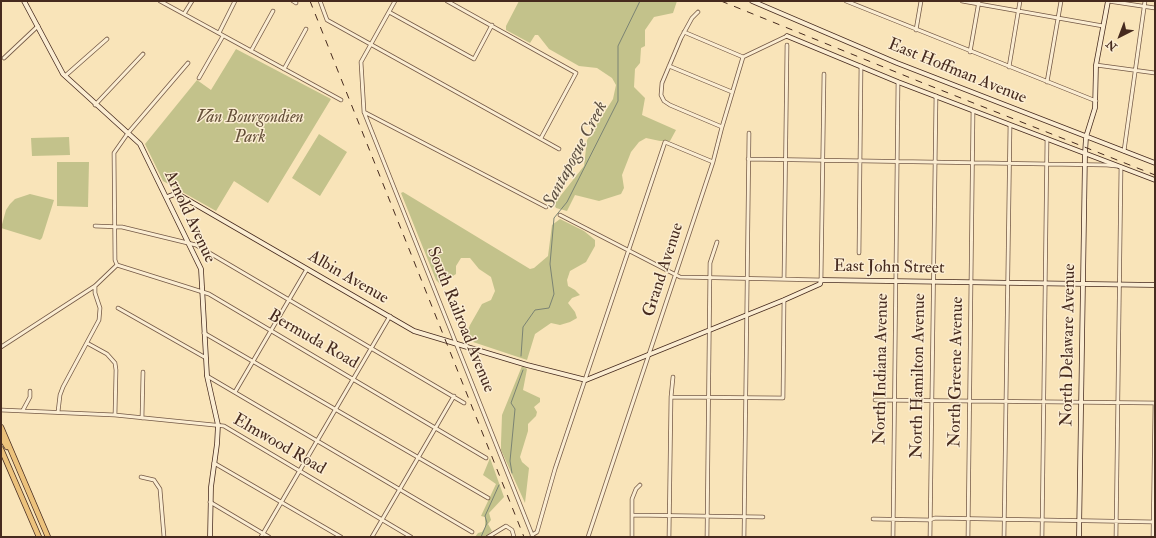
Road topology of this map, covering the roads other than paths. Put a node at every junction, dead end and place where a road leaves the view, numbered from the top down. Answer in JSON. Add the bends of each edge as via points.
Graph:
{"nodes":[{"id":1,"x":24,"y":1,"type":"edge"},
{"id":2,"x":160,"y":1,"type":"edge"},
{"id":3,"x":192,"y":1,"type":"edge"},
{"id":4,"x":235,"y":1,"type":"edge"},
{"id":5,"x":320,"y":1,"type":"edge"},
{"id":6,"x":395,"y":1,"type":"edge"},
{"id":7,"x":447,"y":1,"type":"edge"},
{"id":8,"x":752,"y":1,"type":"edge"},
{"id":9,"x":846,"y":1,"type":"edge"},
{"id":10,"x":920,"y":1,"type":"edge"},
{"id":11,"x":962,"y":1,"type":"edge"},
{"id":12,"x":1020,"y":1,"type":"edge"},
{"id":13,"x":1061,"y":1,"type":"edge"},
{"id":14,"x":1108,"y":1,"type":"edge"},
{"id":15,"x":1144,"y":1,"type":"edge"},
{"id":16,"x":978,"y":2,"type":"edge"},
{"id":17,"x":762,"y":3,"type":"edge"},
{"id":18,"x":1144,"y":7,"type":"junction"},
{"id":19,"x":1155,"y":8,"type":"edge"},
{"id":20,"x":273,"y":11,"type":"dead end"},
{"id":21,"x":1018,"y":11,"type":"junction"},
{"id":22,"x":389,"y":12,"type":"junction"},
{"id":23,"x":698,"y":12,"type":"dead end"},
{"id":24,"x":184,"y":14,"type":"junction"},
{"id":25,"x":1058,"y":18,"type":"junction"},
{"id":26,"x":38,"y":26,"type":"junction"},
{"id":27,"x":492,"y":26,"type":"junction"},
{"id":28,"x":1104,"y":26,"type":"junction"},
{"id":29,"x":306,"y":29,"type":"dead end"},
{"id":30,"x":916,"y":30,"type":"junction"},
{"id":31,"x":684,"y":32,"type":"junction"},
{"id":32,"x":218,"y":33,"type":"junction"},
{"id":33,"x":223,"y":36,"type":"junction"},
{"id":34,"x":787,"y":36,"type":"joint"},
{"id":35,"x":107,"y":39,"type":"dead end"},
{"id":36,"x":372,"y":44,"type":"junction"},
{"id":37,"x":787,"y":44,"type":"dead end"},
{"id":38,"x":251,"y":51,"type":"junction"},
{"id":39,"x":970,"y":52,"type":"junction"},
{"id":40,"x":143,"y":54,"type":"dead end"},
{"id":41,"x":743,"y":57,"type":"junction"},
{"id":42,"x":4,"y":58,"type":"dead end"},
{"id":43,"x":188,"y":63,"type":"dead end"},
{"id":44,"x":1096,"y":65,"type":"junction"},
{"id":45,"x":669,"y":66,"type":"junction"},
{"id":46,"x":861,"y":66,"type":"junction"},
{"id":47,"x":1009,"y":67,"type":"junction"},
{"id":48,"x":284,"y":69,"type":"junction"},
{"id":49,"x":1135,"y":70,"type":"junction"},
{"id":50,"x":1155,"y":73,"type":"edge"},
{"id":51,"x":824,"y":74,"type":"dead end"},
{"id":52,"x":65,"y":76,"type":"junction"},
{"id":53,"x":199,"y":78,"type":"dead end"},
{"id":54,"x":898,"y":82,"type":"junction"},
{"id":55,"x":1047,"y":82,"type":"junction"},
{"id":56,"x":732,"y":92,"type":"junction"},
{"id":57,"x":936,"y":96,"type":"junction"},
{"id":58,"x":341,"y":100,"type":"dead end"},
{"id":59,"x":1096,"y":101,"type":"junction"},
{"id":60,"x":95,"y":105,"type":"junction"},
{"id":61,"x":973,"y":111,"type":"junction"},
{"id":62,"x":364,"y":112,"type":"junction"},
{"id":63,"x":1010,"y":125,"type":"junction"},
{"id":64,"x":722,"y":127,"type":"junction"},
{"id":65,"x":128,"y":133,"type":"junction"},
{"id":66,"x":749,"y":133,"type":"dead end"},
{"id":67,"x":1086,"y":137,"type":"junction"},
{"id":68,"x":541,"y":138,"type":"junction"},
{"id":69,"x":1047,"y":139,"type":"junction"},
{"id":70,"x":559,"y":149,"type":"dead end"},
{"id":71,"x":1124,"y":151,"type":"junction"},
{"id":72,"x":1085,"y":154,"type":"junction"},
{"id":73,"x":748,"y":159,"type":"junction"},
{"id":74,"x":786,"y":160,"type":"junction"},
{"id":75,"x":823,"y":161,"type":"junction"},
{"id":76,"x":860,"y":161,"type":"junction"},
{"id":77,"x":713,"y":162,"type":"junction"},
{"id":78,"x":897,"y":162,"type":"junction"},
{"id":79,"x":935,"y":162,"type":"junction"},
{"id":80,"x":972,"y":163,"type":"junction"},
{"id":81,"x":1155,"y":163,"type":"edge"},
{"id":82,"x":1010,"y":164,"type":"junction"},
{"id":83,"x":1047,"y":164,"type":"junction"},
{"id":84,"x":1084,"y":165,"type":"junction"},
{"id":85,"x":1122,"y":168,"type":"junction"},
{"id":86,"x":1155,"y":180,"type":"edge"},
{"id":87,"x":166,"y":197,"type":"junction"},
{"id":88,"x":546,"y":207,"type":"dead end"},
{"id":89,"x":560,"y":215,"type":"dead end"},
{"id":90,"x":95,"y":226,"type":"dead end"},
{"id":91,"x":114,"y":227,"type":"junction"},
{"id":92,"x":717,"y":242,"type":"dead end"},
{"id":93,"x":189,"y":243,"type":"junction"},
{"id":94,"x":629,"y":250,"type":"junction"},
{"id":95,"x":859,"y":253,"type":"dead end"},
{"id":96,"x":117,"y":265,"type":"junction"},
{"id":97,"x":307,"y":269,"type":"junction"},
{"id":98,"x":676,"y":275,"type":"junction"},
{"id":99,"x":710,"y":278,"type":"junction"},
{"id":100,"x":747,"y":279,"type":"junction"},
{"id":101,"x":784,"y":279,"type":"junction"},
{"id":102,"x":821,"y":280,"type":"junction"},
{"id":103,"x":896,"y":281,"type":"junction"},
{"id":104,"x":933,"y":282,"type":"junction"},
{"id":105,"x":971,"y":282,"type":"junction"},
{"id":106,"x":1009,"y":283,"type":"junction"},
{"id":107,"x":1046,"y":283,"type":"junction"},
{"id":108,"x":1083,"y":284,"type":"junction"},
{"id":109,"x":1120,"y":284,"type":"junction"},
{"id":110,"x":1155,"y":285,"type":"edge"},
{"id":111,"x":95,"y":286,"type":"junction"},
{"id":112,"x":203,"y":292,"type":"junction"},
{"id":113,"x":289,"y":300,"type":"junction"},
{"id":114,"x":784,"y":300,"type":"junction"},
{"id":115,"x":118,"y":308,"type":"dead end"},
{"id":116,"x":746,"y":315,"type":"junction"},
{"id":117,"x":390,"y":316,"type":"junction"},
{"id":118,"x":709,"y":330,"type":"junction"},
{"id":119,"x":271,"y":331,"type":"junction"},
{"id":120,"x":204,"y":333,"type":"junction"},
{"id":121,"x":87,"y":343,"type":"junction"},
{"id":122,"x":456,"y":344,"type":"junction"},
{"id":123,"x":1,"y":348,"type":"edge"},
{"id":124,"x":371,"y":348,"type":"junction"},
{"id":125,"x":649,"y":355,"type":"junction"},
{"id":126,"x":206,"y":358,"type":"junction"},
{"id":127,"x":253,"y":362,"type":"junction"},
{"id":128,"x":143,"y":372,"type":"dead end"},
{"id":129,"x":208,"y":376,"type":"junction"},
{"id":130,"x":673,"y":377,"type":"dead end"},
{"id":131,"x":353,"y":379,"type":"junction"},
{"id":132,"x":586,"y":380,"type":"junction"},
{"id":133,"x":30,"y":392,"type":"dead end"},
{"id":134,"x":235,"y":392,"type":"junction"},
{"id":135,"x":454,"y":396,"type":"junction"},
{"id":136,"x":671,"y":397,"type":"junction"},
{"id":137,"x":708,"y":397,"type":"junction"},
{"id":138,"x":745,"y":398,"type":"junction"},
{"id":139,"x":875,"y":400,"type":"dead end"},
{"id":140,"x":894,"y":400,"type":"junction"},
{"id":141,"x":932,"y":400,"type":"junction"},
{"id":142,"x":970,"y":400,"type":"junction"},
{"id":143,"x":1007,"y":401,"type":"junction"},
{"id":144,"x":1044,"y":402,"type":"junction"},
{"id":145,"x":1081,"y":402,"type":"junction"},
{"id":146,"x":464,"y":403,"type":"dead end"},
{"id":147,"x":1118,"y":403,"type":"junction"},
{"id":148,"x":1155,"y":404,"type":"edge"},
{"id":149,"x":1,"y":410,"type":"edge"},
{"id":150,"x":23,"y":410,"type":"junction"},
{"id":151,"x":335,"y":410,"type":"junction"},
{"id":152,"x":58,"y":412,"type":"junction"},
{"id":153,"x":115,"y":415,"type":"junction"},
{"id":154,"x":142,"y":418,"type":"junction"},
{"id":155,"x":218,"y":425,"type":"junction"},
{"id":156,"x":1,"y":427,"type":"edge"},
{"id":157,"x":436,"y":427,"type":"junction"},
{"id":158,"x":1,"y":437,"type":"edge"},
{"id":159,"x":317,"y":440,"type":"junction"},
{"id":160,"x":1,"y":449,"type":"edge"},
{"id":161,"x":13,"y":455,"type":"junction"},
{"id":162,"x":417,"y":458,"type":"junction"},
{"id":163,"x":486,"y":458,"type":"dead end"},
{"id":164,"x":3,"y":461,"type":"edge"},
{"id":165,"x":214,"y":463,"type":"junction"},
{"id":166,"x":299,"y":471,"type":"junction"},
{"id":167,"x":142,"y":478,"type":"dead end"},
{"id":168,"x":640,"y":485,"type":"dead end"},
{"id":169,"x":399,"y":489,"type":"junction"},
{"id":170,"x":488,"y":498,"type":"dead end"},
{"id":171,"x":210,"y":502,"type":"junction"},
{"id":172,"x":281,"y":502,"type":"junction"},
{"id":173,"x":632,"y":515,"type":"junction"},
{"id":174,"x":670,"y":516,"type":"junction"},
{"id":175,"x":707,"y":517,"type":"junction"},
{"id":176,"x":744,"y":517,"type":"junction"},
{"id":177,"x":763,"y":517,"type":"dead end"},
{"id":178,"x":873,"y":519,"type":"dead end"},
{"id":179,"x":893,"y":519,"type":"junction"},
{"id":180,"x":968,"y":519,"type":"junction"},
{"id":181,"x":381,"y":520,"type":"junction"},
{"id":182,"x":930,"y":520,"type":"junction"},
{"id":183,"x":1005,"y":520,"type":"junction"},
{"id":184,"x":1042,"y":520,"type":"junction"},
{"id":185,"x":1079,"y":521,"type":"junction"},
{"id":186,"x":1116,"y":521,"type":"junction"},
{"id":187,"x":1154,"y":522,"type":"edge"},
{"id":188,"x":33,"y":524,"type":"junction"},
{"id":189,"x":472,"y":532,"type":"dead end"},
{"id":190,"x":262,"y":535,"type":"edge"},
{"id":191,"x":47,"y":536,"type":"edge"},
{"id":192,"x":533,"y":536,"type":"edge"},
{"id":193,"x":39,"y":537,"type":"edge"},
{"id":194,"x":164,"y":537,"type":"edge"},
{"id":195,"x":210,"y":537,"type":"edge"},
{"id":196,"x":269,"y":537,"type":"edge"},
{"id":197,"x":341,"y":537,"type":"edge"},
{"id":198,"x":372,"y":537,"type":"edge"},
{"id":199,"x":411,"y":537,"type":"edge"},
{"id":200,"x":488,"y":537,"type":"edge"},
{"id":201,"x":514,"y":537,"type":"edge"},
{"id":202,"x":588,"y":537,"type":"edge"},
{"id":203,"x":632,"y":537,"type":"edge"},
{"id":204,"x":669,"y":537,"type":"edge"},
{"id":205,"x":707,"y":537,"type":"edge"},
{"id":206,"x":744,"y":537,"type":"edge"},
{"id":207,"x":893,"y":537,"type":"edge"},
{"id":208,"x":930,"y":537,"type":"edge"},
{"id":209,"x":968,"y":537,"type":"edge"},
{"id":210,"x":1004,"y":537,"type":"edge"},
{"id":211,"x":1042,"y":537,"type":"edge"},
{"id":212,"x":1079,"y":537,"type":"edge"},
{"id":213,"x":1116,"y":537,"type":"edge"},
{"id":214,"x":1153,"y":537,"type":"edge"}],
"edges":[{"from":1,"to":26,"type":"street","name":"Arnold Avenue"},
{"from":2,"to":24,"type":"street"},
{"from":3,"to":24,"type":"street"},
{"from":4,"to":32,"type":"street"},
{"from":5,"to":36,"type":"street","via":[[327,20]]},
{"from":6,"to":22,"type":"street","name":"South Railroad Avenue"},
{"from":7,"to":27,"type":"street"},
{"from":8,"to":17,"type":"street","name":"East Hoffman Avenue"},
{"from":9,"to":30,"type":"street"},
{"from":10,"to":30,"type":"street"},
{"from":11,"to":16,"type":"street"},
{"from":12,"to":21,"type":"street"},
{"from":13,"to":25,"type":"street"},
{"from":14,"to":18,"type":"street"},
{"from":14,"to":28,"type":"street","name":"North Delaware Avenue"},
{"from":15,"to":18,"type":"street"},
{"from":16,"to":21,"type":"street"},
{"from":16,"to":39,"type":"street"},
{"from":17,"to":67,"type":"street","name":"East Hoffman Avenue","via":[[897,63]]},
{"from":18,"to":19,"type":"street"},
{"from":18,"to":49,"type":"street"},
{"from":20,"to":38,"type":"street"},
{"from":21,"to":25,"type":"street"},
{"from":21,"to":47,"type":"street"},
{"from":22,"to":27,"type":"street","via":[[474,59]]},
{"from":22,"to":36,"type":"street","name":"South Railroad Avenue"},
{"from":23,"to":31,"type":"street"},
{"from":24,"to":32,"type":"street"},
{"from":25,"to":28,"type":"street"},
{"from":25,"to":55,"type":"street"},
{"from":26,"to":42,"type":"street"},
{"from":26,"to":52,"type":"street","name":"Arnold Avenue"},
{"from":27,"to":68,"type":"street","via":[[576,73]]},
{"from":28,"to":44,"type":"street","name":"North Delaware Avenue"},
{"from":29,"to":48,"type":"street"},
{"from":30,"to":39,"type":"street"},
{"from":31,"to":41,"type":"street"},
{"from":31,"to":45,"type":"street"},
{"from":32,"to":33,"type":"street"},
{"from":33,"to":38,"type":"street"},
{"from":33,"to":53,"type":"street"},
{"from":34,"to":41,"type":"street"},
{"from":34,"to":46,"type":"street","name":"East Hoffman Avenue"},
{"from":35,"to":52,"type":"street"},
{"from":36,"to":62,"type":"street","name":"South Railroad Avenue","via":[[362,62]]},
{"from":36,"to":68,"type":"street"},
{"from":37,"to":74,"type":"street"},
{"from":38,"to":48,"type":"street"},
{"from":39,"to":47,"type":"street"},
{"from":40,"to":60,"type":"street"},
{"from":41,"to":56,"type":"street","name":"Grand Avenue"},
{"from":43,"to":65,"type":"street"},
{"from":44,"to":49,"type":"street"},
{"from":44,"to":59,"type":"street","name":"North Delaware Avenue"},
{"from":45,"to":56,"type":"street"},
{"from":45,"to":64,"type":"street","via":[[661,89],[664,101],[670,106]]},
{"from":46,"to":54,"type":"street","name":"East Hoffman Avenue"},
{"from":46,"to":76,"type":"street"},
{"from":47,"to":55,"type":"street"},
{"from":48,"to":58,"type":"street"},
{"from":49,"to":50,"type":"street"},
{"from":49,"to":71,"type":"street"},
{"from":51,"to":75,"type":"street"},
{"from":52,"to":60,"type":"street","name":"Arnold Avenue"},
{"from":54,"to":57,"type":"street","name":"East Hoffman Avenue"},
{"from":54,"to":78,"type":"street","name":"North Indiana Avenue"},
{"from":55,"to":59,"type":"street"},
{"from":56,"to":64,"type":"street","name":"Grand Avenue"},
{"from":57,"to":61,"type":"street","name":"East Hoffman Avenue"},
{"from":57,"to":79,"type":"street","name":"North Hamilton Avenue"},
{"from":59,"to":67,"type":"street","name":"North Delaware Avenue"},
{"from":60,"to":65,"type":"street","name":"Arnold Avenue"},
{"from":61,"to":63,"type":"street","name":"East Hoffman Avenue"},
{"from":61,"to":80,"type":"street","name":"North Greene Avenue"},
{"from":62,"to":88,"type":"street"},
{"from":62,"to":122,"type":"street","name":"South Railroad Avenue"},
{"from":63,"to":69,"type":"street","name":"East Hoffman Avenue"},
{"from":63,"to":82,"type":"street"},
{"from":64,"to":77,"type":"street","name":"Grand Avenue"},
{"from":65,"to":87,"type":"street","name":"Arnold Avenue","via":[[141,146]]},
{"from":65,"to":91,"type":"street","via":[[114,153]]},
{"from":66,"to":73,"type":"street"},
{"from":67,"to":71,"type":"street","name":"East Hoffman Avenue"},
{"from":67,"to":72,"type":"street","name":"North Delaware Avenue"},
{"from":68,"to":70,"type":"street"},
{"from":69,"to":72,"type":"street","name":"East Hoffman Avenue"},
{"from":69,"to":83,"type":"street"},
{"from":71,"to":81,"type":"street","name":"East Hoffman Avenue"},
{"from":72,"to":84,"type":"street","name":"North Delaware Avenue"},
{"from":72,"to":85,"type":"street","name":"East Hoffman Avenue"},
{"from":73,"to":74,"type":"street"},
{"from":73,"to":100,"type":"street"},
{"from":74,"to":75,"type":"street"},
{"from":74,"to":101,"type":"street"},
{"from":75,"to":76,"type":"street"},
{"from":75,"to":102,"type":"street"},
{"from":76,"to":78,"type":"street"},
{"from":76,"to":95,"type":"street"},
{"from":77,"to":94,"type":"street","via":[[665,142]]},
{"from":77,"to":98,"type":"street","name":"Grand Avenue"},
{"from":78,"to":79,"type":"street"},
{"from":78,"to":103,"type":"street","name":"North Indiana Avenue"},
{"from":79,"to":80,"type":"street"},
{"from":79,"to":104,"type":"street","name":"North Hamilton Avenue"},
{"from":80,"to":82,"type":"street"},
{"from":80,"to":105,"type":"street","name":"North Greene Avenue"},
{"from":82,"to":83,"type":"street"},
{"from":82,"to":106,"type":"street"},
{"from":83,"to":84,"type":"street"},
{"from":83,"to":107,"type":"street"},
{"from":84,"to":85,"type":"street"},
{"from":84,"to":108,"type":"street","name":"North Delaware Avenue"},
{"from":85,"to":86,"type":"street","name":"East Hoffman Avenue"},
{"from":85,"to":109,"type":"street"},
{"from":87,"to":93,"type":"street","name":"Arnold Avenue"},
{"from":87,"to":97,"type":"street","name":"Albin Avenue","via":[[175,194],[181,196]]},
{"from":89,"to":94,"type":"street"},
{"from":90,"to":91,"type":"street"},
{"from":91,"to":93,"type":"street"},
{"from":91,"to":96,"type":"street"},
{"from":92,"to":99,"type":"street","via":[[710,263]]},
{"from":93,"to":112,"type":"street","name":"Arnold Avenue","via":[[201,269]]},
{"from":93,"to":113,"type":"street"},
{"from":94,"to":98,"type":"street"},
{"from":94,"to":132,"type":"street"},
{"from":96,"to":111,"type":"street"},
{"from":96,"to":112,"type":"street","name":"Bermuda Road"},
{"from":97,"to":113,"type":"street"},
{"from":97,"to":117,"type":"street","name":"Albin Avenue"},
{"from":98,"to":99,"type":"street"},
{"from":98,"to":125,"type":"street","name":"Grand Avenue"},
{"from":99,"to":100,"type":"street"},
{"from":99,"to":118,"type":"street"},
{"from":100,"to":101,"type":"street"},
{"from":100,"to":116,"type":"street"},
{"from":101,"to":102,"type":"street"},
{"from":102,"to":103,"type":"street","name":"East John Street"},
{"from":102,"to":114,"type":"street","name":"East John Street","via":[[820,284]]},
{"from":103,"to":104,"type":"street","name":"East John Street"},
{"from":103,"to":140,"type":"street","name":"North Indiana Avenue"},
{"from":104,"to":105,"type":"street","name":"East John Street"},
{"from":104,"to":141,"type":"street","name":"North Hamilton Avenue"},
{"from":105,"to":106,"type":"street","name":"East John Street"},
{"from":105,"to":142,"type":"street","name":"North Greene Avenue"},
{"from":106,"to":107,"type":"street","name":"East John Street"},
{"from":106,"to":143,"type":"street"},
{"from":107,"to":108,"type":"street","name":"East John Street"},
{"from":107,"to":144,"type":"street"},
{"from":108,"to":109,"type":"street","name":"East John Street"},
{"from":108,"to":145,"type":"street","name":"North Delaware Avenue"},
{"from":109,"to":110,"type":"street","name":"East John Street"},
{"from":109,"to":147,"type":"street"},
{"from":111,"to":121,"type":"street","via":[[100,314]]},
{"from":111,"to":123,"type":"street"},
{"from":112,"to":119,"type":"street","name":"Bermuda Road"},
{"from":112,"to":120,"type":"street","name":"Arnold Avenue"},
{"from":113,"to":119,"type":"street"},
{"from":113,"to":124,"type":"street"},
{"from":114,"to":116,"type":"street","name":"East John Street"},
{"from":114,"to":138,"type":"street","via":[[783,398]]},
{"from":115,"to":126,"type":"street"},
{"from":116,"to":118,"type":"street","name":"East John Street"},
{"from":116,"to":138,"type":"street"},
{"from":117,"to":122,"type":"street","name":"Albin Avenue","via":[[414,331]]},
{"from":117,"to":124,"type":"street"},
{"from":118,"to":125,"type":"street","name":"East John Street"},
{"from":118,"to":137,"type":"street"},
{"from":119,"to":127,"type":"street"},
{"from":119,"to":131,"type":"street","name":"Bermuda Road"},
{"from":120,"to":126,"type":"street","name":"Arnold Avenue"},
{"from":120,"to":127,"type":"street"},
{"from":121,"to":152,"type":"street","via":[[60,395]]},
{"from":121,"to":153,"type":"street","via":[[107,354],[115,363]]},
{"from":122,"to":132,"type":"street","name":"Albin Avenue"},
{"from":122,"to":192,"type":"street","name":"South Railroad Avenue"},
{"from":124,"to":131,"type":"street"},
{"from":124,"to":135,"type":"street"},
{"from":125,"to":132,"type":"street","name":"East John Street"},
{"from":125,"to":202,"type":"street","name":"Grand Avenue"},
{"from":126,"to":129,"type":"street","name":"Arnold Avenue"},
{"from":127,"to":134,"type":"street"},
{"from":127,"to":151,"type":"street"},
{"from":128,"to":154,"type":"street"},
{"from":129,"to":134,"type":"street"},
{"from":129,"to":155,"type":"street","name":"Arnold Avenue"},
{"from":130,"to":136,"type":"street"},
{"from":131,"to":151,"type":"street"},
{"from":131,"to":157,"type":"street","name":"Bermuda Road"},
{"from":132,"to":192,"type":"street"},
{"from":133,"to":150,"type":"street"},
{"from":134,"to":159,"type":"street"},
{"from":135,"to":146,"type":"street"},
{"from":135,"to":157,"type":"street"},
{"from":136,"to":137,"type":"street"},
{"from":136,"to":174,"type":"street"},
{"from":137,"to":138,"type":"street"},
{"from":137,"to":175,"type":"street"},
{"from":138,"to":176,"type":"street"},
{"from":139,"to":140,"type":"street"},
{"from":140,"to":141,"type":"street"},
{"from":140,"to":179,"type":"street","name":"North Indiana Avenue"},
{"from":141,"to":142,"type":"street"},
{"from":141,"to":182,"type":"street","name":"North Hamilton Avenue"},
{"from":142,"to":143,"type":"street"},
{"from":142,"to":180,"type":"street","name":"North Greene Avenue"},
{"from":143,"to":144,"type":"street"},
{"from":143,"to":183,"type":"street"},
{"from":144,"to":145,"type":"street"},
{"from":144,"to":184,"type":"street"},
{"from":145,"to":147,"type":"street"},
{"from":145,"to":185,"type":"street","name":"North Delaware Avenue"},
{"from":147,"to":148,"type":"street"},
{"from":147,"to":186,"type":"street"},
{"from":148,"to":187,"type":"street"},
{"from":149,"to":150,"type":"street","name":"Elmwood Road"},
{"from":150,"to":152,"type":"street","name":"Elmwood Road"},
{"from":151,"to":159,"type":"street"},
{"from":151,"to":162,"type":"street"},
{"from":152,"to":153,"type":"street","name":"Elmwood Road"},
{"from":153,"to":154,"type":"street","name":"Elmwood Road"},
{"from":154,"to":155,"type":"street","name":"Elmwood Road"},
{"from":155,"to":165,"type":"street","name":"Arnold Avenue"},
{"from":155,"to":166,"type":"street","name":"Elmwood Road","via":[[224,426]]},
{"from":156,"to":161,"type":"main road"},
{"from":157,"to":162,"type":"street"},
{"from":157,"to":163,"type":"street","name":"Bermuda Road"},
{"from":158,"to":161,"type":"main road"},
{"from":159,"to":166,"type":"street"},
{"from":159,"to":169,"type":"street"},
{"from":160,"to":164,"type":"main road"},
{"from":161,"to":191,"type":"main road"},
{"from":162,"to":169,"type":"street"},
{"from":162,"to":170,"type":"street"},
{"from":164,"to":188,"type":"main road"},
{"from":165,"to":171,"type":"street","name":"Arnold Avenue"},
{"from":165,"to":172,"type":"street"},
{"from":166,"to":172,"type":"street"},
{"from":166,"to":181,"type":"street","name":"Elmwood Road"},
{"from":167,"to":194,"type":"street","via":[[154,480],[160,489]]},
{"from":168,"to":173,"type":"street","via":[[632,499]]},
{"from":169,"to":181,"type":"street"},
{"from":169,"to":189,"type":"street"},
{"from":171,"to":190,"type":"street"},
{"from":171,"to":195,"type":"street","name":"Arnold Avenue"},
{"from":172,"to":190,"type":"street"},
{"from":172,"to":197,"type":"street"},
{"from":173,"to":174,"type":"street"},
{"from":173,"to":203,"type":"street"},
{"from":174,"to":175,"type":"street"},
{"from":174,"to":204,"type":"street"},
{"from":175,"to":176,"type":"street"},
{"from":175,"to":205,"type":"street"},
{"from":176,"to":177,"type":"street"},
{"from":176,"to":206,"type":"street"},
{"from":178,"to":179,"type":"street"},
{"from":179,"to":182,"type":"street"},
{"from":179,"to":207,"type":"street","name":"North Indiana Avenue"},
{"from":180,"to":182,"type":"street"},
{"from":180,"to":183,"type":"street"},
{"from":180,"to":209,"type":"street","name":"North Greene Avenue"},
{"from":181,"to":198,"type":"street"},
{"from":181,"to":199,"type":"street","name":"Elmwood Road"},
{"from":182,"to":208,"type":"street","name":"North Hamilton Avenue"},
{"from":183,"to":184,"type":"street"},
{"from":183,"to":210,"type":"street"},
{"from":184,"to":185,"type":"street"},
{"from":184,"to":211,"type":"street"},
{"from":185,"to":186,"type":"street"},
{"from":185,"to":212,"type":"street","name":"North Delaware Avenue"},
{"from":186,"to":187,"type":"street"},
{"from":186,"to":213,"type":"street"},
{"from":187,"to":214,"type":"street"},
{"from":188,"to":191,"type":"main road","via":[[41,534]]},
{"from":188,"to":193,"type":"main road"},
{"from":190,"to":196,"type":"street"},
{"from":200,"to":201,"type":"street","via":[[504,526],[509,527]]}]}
■ ■ ■ ■ ■
• Problem to solve
The number of lines in the data holding the string "Elmwood" is the whole answer.

• Task output
8